→ What this task involves: Would you please state how many lines in the entries contain the word "order"? Only the number should be given.

→ Data:
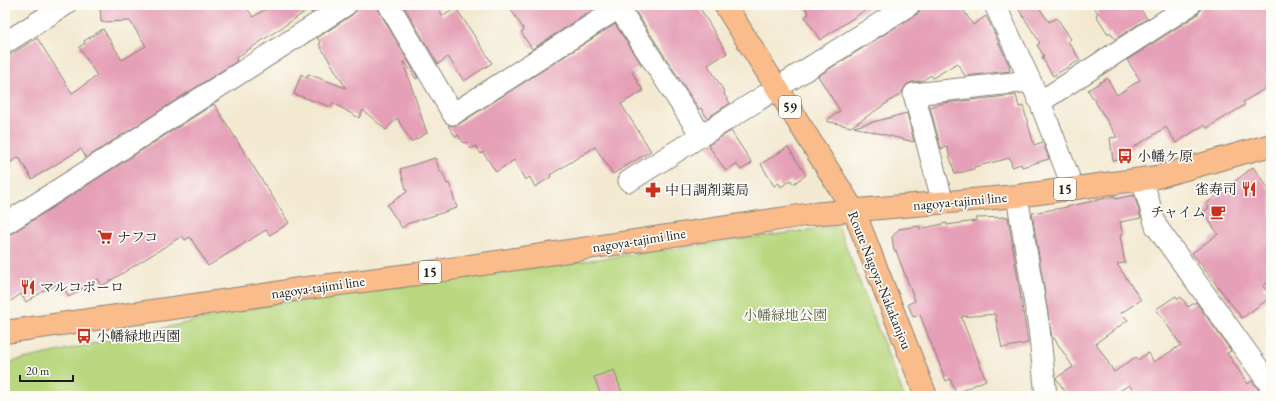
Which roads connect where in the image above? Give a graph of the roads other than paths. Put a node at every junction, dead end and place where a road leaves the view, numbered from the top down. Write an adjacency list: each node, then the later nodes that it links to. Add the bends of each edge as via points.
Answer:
1 (64, 5): 9 (street)
2 (346, 5): 21 (street)
3 (388, 5): 8 (street, via 453,114)
4 (725, 5): 11 (main road, Route Nagoya-Nakakanjou / 59)
5 (909, 5): 11 (street)
6 (995, 5): 10 (street)
7 (1190, 5): 12 (street)
8 (619, 6): 13 (street)
9 (5, 43)
10 (1030, 81): 12 (street); 19 (street, via 914,94)
11 (777, 87): 13 (street); 20 (main road, Route Nagoya-Nakakanjou / 59)
12 (1040, 102): 17 (street)
13 (701, 135): 16 (street)
14 (1271, 145): 15 (main road, nagoya-tajimi line / 15)
15 (1142, 178): 17 (main road, nagoya-tajimi line / 15); 23 (street, via 1156,226)
16 (629, 181)
17 (1073, 188): 18 (main road, nagoya-tajimi line / 15)
18 (1018, 196): 19 (main road, nagoya-tajimi line / 15); 25 (street, via 1039,328)
19 (943, 203): 20 (main road, nagoya-tajimi line / 15)
20 (854, 211): 22 (main road, nagoya-tajimi line / 15, via 812,214 417,274); 24 (main road, Route Nagoya-Nakakanjou / 59)
21 (5, 224)
22 (5, 332)
23 (1271, 386)
24 (926, 396)
25 (1046, 396)

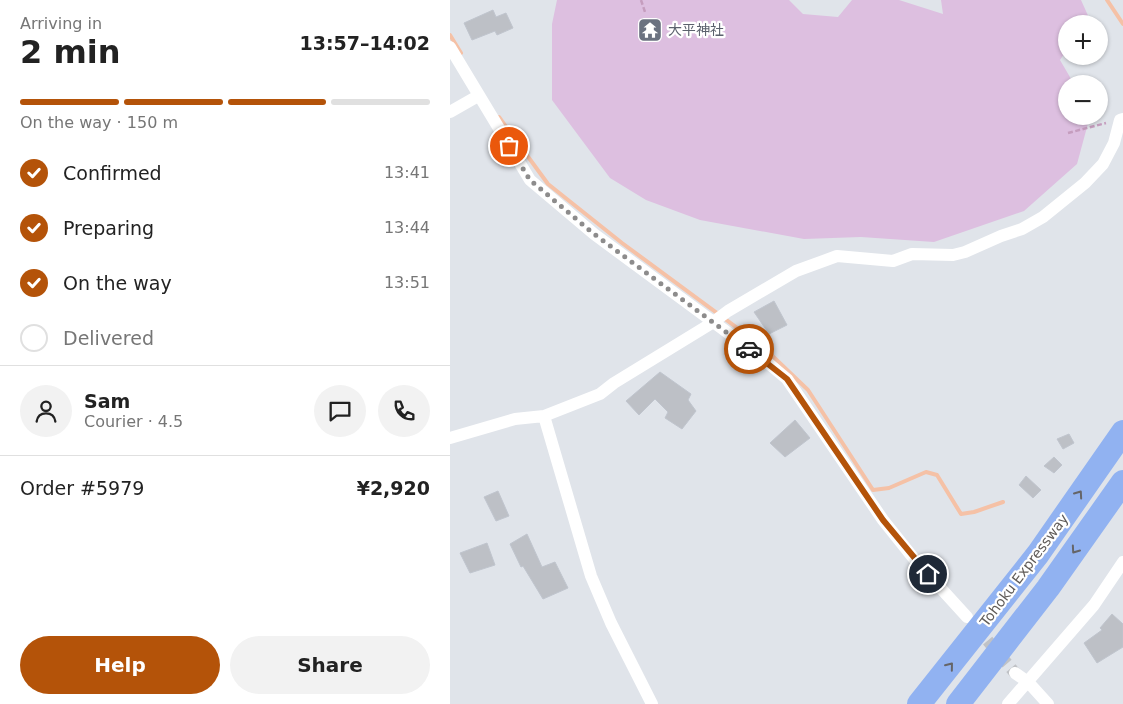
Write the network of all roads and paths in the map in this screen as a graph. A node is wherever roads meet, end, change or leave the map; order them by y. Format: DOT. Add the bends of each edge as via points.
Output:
graph roads {
  1 [pos="641,0"];
  2 [pos="644,12"];
  3 [pos="450,47"];
  4 [pos="478,96"];
  5 [pos="450,112"];
  6 [pos="1121,119"];
  7 [pos="1068,133"];
  8 [pos="718,319"];
  9 [pos="544,416"];
  10 [pos="1123,432"];
  11 [pos="450,438"];
  12 [pos="1123,482"];
  13 [pos="1123,562"];
  14 [pos="967,617"];
  15 [pos="1014,673"];
  16 [pos="1029,683"];
  17 [pos="652,704"];
  18 [pos="920,704"];
  19 [pos="958,704"];
  20 [pos="1008,704"];
  21 [pos="1048,704"];
  1 -- 2 [label="path"];
  3 -- 4 [label="street"];
  4 -- 5 [label="street"];
  4 -- 8 [label="street" via="530,180 594,234"];
  6 -- 7 [label="path"];
  6 -- 8 [label="street" via="1102,164 1078,189 1022,229 953,255 912,254 893,262 838,256 796,271"];
  8 -- 9 [label="street" via="600,394"];
  8 -- 14 [label="street" via="787,379 883,520"];
  9 -- 11 [label="street" via="515,419"];
  9 -- 17 [label="street" via="590,576"];
  18 -- 10 [label="highway, Tohoku Expressway, one-way" via="1038,554"];
  12 -- 19 [label="highway, Tohoku Expressway, one-way" via="1048,588"];
  13 -- 16 [label="street" via="1094,605"];
  15 -- 16 [label="street"];
  16 -- 20 [label="street"];
  16 -- 21 [label="street"];
}
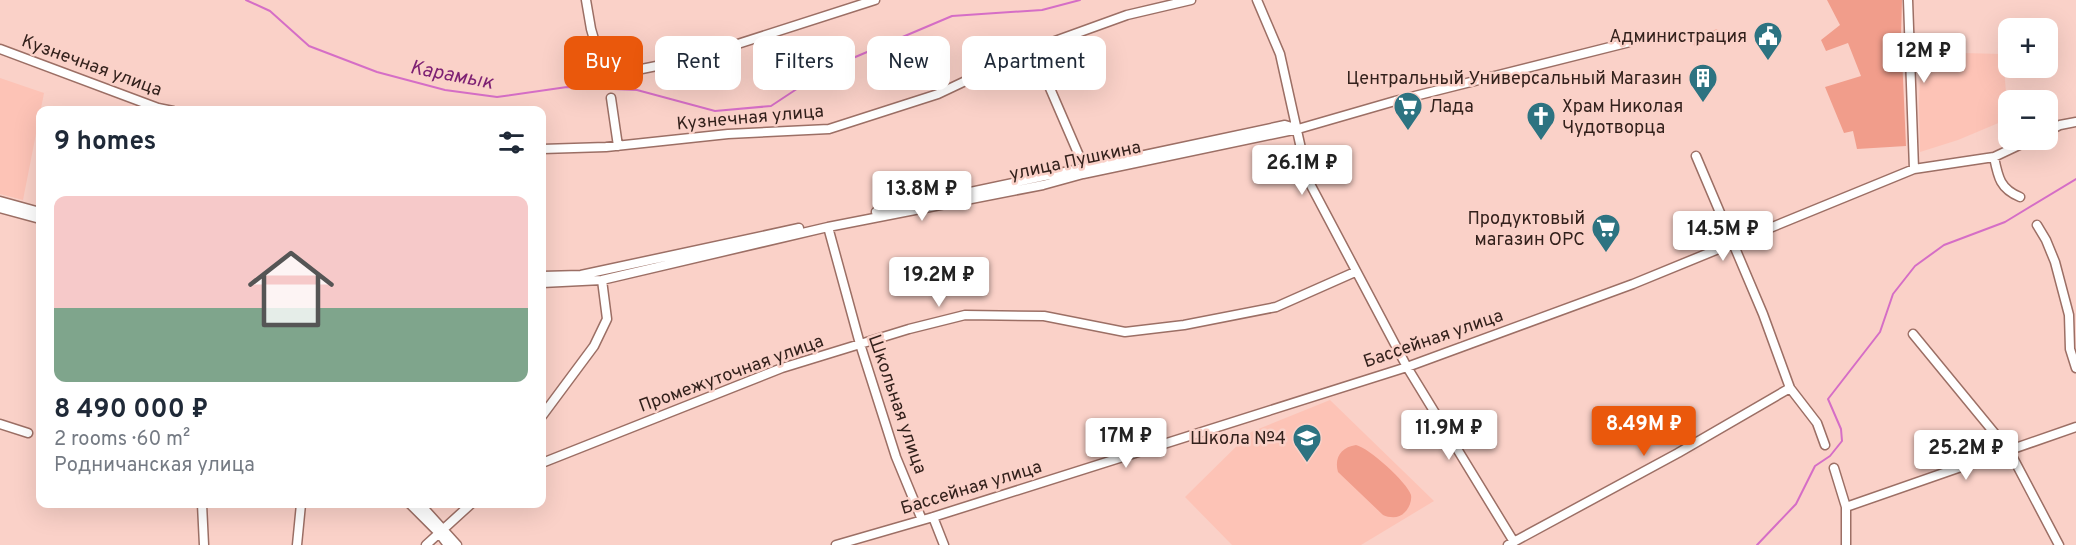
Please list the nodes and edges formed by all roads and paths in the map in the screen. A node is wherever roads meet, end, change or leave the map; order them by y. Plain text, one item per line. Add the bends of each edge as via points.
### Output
1 (586, 0) edge
2 (875, 0) edge
3 (1191, 0) edge
4 (1257, 0) edge
5 (1908, 0) edge
6 (1069, 36) edge
7 (1630, 42) dead end
8 (0, 49) edge
9 (962, 83) edge
10 (1050, 90) edge
11 (611, 98) dead end
12 (153, 106) edge
13 (2076, 122) edge
14 (2058, 126) edge
15 (1298, 129) junction
16 (618, 146) junction
17 (546, 149) edge
18 (2009, 150) edge
19 (1696, 156) dead end
20 (1994, 157) junction
21 (1914, 169) junction
22 (1084, 170) junction
23 (2020, 197) dead end
24 (0, 201) edge
25 (0, 208) edge
26 (36, 211) edge
27 (36, 218) edge
28 (2037, 225) dead end
29 (828, 227) junction
30 (1733, 244) junction
31 (1355, 272) junction
32 (546, 276) edge
33 (602, 280) junction
34 (546, 284) edge
35 (1913, 334) dead end
36 (860, 344) junction
37 (1407, 367) junction
38 (2076, 368) edge
39 (1790, 388) junction
40 (546, 411) edge
41 (0, 424) edge
42 (2076, 428) edge
43 (28, 433) dead end
44 (1825, 446) dead end
45 (2010, 452) junction
46 (546, 461) edge
47 (1834, 468) dead end
48 (1846, 507) junction
49 (202, 508) edge
50 (301, 508) edge
51 (415, 508) edge
52 (423, 508) edge
53 (467, 508) edge
54 (933, 517) junction
55 (922, 520) junction
56 (442, 531) junction
57 (1511, 543) edge
58 (204, 545) edge
59 (297, 545) edge
60 (426, 545) edge
61 (448, 545) edge
62 (457, 545) edge
63 (836, 545) edge
64 (944, 545) edge
65 (1846, 545) edge
66 (2059, 545) edge

1 - 2 street via 601,63 622,73 691,59
3 - 6 street, Кузнечная улица via 1127,15
4 - 15 street via 1280,54
5 - 21 street
7 - 15 street, улица Пушкина
8 - 12 street, Кузнечная улица
9 - 16 street, Кузнечная улица via 829,129 728,134
10 - 22 street
11 - 16 street
13 - 14 street
15 - 22 street, улица Пушкина via 1285,125
15 - 31 street via 1308,180
16 - 17 street, Кузнечная улица
18 - 20 street, Бассейная улица
19 - 30 street
20 - 21 street, Бассейная улица
20 - 23 street via 1998,177 2007,192
21 - 30 street, Бассейная улица
22 - 29 street, улица Пушкина via 1043,184
22 - 32 street, улица Пушкина via 581,275
24 - 26 street
25 - 27 street
28 - 38 street via 2055,262 2069,315 2070,349
29 - 33 street, улица Пушкина
29 - 36 street, Школьная улица
30 - 37 street, Бассейная улица
30 - 39 street
31 - 36 street, Промежуточная улица via 1276,307 1184,325 1125,332 1044,316 964,315
31 - 37 street
33 - 34 street, улица Пушкина
33 - 40 street via 607,319 594,345
35 - 45 street
36 - 46 street, Промежуточная улица via 782,368
36 - 55 street, Школьная улица via 896,458
37 - 54 street, Бассейная улица
37 - 57 street
39 - 44 street via 1816,423
39 - 57 street
41 - 43 street
42 - 45 street
45 - 48 street
45 - 66 street
47 - 48 street
48 - 65 street
49 - 58 street
50 - 59 street
51 - 56 street
52 - 56 street
53 - 56 street
54 - 55 street, Бассейная улица
54 - 64 street
55 - 63 street, Бассейная улица
56 - 60 street
56 - 61 street
56 - 62 street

→ Answer to the problem: 2